Assignment 05
REGRESSION ASSUMPTIONS
The goal of this assignment is to give you more experience evaluating the assumptions underlying regression models. Submit your responses to each of the questions below in a PDF document. All graphics should be resized so that they do not take up more room than necessary and also should have an appropriate caption. This assignment is worth 15 points. (Each question is worth 1 point unless otherwise noted.)
Part I: Evaluating Assumptions for the Simple Regression Model
Research. Teaching. Service. The trifecta upon which that almost every university instructor is evaluated, and, ultimately compensated. One way in which academic administrators judge teaching quality is through teachers’ course evaluations. While we know evaluation scores are not perfect measures of teaching quality, nonetheless, they do play a role in the tenure and promotion process. Unfortunately, many other non-teaching related factors are also associated with evaluation scores (e.g., professor’s ethnicity, professor’s sex).
For this part of the assignment, you will examine whether instructor attractiveness explains differences in course evaluation scores—and thus on earnings differences. To do so, you will use the data in the evaluations.csv file to fit a regression model that uses professors’ beauty ratings to predict the variation in course evaluation ratings.
Fit the regression model to predict the variation in course evaluation ratings using professors’ beauty ratings. You will use the output from the fitted model to answer the questions in Part I.
Preliminary Examination of Model Assumptions
Create and include the density plot for the outcome. Does the distribution foreshadow problems for the normality assumption? Explain.
Create and include the scatterplot of the outcome vs. the predictor. Include the loess smoother in the plot. Does this relationship foreshadow problems for the linearity assumption? Explain.
Examination of the Standardized Residuals from the Simple Regression Model
Create and include the density plot of the marginal distribution of the standardized residuals from the fitted model. Add the confidence envelope for the normal distribution. Does this plot suggest problems about meeting the normality assumption? Explain.
Create and include the scatterplot of the standardized residuals versus the fitted values from the fitted model. Include any smoothers or confidence envelopes that will allow you to evaluate the linearity assumption. In the plot identify observation with extreme residuals (\(\leq-3\) or \(\geq3\)) by indicating the row number of that observation in the plot.
Does this plot suggest problems about meeting the linearity assumption? Explain.
Does this plot suggest problems about meeting the homogeneity of variance assumption? Explain.
Is the independence assumption tenable? Explain.
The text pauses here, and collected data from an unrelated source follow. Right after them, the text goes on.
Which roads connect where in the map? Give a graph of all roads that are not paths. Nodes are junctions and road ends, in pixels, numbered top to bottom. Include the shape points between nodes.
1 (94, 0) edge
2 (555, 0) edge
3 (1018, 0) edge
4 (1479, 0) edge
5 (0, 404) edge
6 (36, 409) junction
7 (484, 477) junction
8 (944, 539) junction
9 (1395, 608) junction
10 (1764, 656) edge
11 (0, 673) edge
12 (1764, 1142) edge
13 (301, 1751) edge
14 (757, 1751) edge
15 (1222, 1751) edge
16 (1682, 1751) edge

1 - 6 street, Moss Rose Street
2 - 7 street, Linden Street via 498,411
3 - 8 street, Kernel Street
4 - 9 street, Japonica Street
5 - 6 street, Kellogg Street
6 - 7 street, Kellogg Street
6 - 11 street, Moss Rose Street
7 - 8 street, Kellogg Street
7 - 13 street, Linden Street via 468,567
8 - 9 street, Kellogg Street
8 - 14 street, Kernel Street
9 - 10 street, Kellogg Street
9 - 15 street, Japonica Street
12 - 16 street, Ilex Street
Part II: Evaluating Assumptions for the Multiple Regression Model
Human overpopulation is a growing concern and has been associated with depletion of Earth’s natural resources (water is a big one) and degredation of the environment. This, in turn, has social and economic consequences such as global tension over resources such as water and food, higher cost of living and higher unemployment rates. For this part of the assignment, you will use the file fertility.csv to fit a model in order to explore the effects of contraceptive use on fertility rates.
Fit the regression model to predict the variation in fertility rates using contraception use, female education, and infant mortality rate (three predictors). You will use the output from the fitted model to answer the questions in Part II.
Preliminary Examination of Model Assumptions
Create and include the density plot for the outcome. Does the distribution foreshadow problems for the normality assumption? Explain.
Create and include the scatterplot of the outcome vs. each predictor (three total). Include the loess smoother in each of the plots. Do any of these relationships foreshadow problems for the linearity assumption? Explain. (2pts.)
Examination of the Standardized Residuals from the Multiple Regression Model
Create and include the density plot of the marginal distribution of the standardized residuals from the fitted model. Add the confidence envelope for the normal distribution. Does this plot suggest problems about meeting the normality assumption? Explain.
Create and include the scatterplot of the standardized residuals versus the fitted values from the fitted model. Include any smoothers or confidence envelopes that will allow you to evaluate the linearity assumption. In the plot identify observation with extreme residuals (\(\leq-3\) or \(\geq3\)) by indicating the country associated with that observation in the plot.
Does this plot suggest problems about meeting the linearity assumption? Explain.
Does this plot suggest problems about meeting the homogeneity of variance assumption? Explain.
Is the independence assumption tenable? Explain.